Feher, 51, a veteran of labor wars in the NFL and the NBA who has negotiated eight major collective bargaining agreements, wants the job, according to a number of lawyers and union officials familiar with the situation. Feher declined to comment to ESPN.com.
Feher is one of a number of names mentioned as a possible successor to Paul Kelly, the union's former executive director who was dismissed in late August. Another is Doug Allen, a tenacious former deputy to the late Gene Upshaw and the NFL Players Association. Allen, who could not be reached for comment, was recently ousted from his post with the Screen Actors Guild.
"David Feher has a long history of player advocacy and would be just what the players need at this time," said Paul Haagen, a professor at Duke and one of the nation's leading authorities on sports and labor law.

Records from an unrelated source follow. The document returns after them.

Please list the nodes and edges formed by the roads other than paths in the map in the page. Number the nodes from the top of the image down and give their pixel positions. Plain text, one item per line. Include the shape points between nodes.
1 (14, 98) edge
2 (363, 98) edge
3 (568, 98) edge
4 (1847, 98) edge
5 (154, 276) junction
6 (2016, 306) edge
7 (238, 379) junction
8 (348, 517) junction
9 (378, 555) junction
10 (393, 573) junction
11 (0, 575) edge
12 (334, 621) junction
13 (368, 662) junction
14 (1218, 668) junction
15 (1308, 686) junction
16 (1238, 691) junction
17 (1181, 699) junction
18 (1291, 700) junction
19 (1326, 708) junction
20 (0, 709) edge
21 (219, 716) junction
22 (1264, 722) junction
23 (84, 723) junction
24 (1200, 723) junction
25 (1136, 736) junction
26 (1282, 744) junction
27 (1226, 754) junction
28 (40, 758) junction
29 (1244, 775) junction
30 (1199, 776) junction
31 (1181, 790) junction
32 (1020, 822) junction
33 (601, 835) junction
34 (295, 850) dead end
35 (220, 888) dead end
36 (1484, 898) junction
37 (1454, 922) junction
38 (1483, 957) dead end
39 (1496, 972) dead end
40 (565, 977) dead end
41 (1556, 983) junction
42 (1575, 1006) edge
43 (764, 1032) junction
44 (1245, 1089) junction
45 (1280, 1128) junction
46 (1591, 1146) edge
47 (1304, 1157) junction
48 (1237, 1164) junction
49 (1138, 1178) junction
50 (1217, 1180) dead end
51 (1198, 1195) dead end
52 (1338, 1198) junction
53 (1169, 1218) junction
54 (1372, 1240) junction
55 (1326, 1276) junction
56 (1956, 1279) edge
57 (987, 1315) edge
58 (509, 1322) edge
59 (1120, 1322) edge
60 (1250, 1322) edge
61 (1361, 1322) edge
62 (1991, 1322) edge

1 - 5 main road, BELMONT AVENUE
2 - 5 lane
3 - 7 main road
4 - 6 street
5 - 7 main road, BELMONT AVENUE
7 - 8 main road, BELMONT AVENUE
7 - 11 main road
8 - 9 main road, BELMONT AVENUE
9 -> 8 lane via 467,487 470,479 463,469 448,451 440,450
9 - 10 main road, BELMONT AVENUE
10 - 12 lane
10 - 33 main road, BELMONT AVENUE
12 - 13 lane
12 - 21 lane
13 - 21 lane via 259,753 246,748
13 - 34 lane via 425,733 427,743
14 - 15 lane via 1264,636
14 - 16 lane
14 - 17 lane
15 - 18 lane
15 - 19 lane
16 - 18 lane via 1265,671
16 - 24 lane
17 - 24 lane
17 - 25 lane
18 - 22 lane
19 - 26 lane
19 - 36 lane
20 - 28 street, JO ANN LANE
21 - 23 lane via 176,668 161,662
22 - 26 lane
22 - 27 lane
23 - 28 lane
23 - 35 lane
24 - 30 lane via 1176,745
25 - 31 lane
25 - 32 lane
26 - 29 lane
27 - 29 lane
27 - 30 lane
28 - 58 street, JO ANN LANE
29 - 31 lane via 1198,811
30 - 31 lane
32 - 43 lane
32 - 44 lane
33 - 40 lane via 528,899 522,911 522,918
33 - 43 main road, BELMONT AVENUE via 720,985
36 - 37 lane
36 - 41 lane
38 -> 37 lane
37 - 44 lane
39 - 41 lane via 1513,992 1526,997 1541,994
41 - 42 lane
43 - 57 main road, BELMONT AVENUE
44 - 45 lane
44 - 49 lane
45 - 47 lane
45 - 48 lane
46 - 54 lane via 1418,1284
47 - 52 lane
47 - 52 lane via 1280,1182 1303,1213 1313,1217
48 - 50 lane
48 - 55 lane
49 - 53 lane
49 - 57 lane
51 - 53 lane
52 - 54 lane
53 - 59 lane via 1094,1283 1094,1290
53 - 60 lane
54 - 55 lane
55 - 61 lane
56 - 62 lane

"He is aggressive when it is necessary, and, more importantly, he can be calm and take a considered approach to the issues when it is necessary," Haagen added. "With the brutal infighting that has gone on at this point, David will know how to end the warfare and to move into what works collectively for the players."
In a conference call on Sunday, NHL player reps and other players argued for several hours about the situation, discussing a settlement with Kelly and possible dismissals of union ombudsman Buzz Hargrove, advisory board member Ron Pink, and union general counsel Ian Penny. Hargrove, Pink, and Penny were part of a group that pushed the players to dismiss Kelly in a contentious, pre-dawn meeting in Chicago on Aug. 31.
Under the terms of the union's constitution, Penny, as general counsel, reports directly to the board of player reps and not to the executive director. The constitution, which was written in response to earlier union difficulties with its disgraced founder Alan Eagleson, also established an advisory board that operates outside the authority of the executive director.
The players have not made final decisions on these issues. They are preparing for a conference call on Oct. 18, the next off day for all NHL teams. Some of them are suggesting that the union find a way to bring Kelly back as its leader.
"The players are dividing into factions, the union's structure is deeply flawed, and I am not sure why anyone would even consider the job at this point," said one sports labor lawyer who has worked in the past for the NHL Players Association and wished to remain anonymous because of the sensitivity of the issues.
Feher is a partner in the Dewey LeBoeuf law firm in New York and has spent more than 20 years representing players' unions both in bargaining and in litigation. He is the ninth of 10 children from a union family.
Chip Yablonski, a lawyer who has served the NFL Players Association in numerous court cases and whose father was assassinated by United Mine Workers thugs as he tried to reform the union, said of Feher, "He has worked in the trenches for players, and his work is high quality stuff."
Feher was one of the principal authors of a brief filed recently in the U.S. Supreme Court by four player unions in the case known as American Needle vs. NFL, a case that many experts say could be the most significant case ever in the sports industry.
Lester Munson, a Chicago lawyer and journalist who reports on investigative and legal issues in the sports industry, is a senior writer for ESPN.com.